Après le premier pôle constitué par la deuxième quaestio où Philon a organisé la mise en place de son exégèse d’ensemble du passage, cette nouvelle longue quaestio constitue en quelque sorte la concrétisation de cette exégèse. La lecture préalablement proposée dans la deuxième quaestio permet d’anticiper sur la suite de la narration et de livrer à l’avance une exégèse unifiée de l’ensemble de l’épisode biblique, sans attendre d’avoir envisagé les uns après les autres tous les moments de la narration. Ceux-ci apparaissent seulement comme des confirmations d’une lecture cohérente et préalable du passage, permettant d’apercevoir dans chaque lemme retenu l’action d’Abraham envers des visiteurs humains, et l’action plus fondamentale de Dieu, qui est le véritable initiateur et garant de toutes les actions que le récit fait voir successivement. Il en va de même ici, et l’on peut dire que la lecture du texte selon un registre intelligible constitue une véritable unification de l’interprétation du passage, qui prend le pas sur la mise en évidence d’une cohérence d’ensemble des événements concrets rapportés par le texte scripturaire.

La question de la relation entre réalités sensibles et réalités intelligibles d’une part, et sens littéral et sens allégorique d’autre part, constitue à ce titre comme le revers de la recherche d’une unité dans l’interprétation du passage. Philon s’efforce de montrer que la lecture intelligible qu’il propose du passage est en prise sur la lettre du texte. L’allégorie, nous l’avons vu, ne figure que de façon secondaire dans ses développements, non pour faire apparaître le sens intelligible en tant que tel, mais pour le soutenir ou le confirmer. Il est particulièrement intéressant que, tout au long de cette longue huitième quaestio que nous venons d’étudier, Philon semble évacuer autant que possible toute formulation qui ferait référence de façon directe à une démarche allégorique, même si le sens figuré qu’il donne aux trois personnages humains, ou le renversement des dons d’Abraham à Dieu en dons de Dieu à Abraham sous la forme de nourritures et de boissons, paraît bien relever d’un usage figuré des réalités sensibles propre à la démarche allégorique. Cependant, Philon a d’emblée signalé que la réponse qu’il voulait apporter à la quaestio initiale visait à illustrer la vertu d’Abraham à la fois dans le registre sensible, c’est-à-dire dans sa philanthropie, et dans le registre intelligible, c’est-à-dire dans sa piété envers Dieu, envers l’Être.

Une telle présentation entre en tension avec l’idée d’un développement allégorique, puisqu’elle montre que la dimension sensible comme la dimension intelligible du récit comportent le même enseignement et manifestent la même perfection de la part du sujet du récit, ici Abraham.

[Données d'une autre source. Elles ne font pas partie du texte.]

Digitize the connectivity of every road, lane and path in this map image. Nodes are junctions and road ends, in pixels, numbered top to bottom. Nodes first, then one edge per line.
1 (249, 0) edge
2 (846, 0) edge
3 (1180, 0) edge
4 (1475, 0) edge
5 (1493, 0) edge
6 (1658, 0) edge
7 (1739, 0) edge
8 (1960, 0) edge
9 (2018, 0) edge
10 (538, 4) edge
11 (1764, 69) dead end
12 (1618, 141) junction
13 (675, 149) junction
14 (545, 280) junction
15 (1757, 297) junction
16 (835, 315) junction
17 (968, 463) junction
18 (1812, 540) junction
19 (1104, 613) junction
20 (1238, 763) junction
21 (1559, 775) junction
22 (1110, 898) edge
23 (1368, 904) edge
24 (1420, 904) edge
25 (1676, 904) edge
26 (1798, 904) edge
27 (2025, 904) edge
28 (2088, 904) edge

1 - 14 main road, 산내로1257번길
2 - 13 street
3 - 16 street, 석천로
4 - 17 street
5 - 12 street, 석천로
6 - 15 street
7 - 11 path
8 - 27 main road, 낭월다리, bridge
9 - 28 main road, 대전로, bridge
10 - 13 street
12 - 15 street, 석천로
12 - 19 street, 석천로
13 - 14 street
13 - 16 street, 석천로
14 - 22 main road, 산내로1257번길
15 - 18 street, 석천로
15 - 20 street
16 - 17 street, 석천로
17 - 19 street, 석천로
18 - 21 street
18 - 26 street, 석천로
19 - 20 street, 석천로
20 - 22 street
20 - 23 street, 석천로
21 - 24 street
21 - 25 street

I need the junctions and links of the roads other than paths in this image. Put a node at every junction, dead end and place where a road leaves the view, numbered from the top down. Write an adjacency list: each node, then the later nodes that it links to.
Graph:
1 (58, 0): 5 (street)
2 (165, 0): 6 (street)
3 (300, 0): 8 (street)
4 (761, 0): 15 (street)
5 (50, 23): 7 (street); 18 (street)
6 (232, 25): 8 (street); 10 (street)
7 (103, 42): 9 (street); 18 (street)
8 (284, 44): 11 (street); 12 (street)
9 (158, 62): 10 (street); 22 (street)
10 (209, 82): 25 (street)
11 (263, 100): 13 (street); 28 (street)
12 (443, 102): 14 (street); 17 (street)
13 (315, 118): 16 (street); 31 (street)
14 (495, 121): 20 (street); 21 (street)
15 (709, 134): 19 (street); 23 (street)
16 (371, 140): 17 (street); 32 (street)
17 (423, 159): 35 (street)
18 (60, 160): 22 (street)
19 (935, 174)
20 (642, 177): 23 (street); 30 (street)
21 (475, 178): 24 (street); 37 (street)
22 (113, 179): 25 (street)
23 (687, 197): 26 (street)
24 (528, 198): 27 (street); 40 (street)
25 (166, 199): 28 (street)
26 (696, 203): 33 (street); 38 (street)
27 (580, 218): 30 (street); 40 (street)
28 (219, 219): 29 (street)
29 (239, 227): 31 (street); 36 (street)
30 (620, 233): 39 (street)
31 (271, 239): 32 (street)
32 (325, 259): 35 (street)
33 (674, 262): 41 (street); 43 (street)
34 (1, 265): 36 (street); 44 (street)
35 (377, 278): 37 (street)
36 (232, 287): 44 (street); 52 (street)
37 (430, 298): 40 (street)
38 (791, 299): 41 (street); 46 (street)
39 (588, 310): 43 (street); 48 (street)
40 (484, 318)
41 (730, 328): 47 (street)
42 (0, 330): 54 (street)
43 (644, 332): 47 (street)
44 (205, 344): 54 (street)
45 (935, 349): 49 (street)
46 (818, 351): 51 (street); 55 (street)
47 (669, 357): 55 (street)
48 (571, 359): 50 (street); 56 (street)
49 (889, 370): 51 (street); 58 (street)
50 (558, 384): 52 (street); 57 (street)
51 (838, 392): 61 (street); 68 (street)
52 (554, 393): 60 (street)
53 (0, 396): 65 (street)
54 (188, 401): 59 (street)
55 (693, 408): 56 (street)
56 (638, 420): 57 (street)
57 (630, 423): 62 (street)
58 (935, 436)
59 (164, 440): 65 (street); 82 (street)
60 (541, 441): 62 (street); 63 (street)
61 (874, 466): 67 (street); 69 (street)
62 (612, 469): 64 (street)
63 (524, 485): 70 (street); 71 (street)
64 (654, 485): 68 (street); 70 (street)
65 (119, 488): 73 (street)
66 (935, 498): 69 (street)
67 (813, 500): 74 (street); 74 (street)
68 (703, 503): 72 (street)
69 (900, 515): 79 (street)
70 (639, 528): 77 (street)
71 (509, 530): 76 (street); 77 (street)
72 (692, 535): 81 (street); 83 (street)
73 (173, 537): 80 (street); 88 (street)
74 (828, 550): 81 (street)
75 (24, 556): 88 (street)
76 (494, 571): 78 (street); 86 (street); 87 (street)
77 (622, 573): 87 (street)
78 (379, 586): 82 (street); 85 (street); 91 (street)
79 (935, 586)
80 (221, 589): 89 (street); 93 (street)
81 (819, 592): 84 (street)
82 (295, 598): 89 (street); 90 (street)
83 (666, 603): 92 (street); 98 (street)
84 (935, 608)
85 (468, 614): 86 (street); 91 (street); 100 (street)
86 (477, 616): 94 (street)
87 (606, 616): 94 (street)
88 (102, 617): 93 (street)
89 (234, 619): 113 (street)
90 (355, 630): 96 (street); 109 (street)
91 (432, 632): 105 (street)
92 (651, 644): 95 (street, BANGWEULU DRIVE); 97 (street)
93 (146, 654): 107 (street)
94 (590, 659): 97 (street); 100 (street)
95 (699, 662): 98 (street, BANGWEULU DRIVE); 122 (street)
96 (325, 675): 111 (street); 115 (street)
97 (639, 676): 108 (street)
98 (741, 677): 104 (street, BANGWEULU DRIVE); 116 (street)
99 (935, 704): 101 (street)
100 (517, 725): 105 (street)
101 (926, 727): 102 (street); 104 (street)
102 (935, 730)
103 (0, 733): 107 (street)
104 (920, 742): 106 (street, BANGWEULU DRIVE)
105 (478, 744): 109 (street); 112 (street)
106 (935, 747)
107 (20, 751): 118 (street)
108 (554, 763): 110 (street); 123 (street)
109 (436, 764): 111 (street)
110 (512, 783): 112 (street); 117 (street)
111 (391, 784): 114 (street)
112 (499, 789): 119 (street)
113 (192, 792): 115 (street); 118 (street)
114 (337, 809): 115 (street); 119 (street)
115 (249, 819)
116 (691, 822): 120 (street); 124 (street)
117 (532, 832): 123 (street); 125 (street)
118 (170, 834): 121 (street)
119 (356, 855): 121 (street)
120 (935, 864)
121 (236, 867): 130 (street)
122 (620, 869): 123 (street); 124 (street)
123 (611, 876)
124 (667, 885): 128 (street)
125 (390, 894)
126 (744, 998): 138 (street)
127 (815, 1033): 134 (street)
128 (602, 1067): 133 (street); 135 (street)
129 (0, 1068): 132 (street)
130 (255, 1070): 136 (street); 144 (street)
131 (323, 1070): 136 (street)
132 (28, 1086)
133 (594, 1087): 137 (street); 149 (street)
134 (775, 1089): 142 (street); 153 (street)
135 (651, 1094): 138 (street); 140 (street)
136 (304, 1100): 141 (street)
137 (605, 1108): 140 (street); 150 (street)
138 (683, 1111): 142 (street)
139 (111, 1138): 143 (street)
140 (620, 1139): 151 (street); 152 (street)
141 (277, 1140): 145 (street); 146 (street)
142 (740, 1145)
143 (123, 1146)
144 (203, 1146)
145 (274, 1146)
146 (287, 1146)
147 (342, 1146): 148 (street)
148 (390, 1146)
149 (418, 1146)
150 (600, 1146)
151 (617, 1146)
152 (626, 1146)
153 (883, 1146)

La question se pose de savoir dans quelle mesure une analyse véritablement allégorique, c’est-à-dire manifestant un « autre » sens derrière le sens littéral, est possible, lorsque celle-ci doit en réalité faire apparaître, sinon tout à fait le même sens, du moins un sens pleinement compatible avec le sens concret du texte. L’utilisation de l’allégorie s’intègre dans un cadre où Philon affirme que les réalités intelligibles se donnent à voir de façon transparente dans la lettre du texte. Ce qui relève d’une lecture cachée, le sens des « trois mesures », ainsi que le relève l’exégèse du « pain sous la cendre », est de fait d’autant plus mis en valeur par Philon comme une exception, qu’il impute à une volonté propre de l’Écriture afin sans doute de ne pas paraître recourir de lui-même à l’allégorie.